Given records -
|---|

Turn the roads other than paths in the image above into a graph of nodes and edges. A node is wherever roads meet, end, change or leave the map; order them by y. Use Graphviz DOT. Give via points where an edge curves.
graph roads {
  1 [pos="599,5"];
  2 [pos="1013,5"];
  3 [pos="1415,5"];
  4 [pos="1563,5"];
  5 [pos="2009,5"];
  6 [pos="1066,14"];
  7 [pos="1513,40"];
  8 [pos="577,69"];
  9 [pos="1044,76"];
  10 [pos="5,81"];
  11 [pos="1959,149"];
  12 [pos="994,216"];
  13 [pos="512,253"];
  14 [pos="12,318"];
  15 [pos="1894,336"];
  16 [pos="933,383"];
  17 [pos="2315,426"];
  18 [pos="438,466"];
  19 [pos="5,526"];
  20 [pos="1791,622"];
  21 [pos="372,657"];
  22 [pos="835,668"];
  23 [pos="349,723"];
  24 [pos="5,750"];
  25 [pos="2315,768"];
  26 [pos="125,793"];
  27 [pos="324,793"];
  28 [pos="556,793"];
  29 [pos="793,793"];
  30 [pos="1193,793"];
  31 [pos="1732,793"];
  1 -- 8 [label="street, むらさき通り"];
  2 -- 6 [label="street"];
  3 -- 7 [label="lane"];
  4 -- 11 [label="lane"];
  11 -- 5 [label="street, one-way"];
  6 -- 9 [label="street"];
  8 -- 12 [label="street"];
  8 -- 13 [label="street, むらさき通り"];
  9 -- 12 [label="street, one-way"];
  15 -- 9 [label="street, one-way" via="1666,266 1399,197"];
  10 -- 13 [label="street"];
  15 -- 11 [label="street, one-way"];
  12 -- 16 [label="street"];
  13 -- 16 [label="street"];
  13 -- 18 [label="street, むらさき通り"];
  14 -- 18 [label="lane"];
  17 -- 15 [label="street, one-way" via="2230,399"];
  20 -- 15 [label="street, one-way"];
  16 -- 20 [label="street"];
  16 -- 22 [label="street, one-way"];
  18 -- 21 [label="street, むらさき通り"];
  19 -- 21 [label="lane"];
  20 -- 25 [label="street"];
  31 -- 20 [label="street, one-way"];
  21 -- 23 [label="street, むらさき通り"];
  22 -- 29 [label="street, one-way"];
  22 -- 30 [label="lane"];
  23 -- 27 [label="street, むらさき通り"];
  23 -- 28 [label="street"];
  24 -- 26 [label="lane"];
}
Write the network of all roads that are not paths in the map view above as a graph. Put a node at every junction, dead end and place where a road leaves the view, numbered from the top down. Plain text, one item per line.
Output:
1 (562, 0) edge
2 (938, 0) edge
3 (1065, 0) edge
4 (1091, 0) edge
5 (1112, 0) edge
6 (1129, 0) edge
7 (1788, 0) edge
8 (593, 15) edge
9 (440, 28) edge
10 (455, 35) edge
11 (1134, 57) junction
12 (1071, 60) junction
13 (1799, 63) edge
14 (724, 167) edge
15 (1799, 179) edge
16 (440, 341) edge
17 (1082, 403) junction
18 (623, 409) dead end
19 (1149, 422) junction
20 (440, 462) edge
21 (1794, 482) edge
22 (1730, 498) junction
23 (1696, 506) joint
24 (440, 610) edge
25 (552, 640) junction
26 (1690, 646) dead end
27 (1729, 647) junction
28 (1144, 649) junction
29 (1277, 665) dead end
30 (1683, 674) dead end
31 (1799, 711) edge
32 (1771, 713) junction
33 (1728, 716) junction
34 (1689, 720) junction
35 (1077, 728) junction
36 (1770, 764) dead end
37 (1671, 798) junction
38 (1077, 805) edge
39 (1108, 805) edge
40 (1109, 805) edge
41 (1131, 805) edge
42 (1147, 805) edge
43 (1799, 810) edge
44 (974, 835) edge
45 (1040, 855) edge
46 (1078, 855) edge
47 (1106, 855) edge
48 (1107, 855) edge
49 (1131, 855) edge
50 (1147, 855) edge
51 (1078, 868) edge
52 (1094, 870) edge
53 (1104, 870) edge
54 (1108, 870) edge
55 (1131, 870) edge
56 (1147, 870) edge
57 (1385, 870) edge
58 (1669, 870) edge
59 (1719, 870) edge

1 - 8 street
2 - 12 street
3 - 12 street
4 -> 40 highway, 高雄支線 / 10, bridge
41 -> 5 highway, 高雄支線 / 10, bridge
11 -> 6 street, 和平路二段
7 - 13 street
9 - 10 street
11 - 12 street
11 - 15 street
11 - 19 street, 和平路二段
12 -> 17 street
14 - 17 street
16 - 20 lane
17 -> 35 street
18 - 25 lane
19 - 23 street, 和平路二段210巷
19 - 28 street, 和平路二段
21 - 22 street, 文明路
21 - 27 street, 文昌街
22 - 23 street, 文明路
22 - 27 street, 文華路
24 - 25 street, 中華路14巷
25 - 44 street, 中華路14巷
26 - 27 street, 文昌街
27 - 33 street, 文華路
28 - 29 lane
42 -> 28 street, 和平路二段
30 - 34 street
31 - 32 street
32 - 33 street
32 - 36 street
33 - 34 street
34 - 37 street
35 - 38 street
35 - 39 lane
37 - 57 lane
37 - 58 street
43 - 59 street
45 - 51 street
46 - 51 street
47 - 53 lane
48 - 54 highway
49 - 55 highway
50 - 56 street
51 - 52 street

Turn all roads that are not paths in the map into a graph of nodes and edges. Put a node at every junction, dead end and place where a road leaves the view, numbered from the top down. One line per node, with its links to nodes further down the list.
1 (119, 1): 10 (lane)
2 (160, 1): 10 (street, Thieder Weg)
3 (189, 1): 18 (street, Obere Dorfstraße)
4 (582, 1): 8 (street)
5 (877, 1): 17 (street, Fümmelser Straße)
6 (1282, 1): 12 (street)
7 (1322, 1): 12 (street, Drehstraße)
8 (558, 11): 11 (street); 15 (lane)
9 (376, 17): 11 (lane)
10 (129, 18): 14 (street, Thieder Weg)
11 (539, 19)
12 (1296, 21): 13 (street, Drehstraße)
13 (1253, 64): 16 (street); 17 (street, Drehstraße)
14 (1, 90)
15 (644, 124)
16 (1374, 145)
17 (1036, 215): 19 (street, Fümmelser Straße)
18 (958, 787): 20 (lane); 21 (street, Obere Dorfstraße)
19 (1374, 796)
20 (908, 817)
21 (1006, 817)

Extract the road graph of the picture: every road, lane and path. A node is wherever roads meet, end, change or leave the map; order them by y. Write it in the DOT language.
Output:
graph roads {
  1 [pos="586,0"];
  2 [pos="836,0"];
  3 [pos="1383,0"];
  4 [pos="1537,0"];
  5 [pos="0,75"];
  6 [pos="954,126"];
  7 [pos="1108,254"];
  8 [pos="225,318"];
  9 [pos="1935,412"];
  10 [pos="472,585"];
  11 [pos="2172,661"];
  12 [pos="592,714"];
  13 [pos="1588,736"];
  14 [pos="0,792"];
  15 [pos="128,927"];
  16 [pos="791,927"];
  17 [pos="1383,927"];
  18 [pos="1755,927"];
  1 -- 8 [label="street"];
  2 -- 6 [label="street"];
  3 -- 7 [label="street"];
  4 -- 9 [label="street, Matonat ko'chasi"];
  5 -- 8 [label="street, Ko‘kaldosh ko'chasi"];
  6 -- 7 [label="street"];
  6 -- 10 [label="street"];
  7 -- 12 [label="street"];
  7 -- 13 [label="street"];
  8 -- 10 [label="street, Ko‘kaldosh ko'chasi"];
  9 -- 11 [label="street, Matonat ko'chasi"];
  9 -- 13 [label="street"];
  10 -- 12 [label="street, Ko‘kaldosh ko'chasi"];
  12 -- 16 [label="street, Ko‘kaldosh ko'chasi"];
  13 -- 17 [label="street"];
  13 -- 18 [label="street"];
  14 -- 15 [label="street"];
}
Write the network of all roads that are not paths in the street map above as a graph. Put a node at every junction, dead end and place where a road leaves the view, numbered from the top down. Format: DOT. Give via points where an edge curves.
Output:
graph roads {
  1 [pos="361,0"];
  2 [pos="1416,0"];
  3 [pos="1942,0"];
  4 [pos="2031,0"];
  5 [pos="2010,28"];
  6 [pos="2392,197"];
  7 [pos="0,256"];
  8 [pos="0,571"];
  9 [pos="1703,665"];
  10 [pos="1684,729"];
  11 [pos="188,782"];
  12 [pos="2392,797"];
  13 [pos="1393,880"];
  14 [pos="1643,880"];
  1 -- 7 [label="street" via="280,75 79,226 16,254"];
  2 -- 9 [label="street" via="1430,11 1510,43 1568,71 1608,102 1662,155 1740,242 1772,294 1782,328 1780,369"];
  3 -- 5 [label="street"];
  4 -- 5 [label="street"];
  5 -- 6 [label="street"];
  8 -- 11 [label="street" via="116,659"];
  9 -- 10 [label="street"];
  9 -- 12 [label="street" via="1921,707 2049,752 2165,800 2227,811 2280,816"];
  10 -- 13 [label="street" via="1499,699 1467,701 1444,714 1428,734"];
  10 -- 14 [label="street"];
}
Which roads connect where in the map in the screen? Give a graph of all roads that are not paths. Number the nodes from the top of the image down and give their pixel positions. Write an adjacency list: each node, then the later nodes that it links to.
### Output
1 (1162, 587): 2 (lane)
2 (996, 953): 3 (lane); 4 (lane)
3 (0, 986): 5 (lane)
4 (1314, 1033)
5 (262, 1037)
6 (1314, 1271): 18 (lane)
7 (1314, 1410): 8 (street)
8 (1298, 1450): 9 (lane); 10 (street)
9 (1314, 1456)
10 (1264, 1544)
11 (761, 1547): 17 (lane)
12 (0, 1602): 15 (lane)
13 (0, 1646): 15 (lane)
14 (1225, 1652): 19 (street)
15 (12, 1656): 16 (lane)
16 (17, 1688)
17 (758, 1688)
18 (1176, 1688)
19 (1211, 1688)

|---|

If the word "network" appears in a line above, copy that line.

Written response -
Write the network of all roads that are not paths in the map view above as a graph. Put a node at every junction, dead end and place where a road leaves the view, numbered from the top down. Plain text, one item per line.
Write the network of all roads that are not paths in the street map above as a graph. Put a node at every junction, dead end and place where a road leaves the view, numbered from the top down. Format: DOT. Give via points where an edge curves.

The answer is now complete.